• TRY IT:
Answer with a number only, stating how many lines of the records hold the word "VIRGINIA".

Dataset entries:

- - -

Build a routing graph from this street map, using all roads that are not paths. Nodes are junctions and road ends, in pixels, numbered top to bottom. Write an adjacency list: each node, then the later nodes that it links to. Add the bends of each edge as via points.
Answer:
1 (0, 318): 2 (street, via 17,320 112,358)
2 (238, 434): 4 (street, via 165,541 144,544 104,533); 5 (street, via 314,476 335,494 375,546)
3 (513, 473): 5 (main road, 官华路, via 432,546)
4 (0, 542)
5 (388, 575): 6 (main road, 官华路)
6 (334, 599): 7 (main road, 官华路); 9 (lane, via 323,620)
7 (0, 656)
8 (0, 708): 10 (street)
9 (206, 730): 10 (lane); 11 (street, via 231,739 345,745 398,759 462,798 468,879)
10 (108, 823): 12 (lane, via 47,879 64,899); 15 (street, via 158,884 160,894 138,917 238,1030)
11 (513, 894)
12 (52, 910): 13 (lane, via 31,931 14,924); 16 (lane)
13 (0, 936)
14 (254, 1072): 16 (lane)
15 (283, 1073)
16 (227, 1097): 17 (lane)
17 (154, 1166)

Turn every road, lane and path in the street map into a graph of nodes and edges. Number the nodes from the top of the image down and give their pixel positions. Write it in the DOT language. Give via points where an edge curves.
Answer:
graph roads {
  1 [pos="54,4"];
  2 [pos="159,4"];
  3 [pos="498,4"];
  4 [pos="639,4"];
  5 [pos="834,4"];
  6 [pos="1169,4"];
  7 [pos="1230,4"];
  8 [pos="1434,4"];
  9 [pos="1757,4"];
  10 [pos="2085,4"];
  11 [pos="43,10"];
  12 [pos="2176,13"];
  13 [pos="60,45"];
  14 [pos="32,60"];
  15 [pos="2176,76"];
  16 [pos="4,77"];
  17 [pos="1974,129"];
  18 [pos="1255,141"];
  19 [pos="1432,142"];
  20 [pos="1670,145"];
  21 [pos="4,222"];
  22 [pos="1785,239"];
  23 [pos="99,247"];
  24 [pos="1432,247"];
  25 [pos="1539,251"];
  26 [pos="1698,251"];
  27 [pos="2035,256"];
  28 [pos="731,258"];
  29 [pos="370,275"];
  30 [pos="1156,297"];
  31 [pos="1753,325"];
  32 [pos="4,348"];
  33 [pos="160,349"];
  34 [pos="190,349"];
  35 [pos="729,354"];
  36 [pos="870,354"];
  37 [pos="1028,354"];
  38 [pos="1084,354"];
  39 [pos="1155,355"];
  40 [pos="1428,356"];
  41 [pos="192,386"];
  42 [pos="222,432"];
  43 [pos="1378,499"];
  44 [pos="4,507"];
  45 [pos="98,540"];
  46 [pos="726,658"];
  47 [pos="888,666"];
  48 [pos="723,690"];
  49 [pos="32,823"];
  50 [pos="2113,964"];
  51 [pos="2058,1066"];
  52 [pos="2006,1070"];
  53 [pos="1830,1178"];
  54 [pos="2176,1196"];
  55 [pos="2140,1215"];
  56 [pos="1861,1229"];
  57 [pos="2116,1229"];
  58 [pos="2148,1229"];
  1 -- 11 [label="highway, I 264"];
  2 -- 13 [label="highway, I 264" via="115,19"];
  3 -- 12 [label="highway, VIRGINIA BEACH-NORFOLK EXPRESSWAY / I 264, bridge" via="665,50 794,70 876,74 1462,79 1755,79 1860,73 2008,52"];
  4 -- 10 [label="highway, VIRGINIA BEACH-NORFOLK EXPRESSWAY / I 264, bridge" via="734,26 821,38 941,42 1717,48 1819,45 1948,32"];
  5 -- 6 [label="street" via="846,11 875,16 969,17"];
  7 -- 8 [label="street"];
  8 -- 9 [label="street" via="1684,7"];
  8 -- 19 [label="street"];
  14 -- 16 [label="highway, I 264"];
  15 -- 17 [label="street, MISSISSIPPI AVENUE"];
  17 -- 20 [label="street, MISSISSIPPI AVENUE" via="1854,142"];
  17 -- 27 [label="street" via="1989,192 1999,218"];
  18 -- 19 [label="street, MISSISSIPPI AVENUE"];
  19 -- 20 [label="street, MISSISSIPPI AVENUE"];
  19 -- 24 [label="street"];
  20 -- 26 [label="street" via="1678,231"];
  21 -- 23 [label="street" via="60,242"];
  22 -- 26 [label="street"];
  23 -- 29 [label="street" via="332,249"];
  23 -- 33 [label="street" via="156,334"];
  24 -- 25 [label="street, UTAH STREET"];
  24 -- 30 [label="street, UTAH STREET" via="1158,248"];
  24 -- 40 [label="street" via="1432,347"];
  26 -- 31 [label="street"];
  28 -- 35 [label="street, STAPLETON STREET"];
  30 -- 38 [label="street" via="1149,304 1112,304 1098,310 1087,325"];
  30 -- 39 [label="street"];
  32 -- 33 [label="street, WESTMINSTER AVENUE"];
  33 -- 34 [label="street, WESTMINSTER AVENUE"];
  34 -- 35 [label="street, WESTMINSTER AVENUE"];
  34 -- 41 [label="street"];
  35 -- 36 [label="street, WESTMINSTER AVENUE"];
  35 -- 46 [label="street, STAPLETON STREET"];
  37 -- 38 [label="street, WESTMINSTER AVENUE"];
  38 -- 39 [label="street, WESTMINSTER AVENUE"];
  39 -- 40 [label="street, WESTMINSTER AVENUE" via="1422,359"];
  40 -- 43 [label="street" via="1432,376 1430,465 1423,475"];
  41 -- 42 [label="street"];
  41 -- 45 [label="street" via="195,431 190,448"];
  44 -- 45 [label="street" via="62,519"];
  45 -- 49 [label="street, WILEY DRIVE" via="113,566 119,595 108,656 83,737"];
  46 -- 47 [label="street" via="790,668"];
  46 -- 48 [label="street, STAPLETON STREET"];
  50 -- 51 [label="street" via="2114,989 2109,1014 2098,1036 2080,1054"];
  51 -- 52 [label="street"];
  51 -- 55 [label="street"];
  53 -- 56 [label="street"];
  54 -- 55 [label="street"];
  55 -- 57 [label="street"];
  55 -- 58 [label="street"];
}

- - -

• RESULT OF THE TASK:
2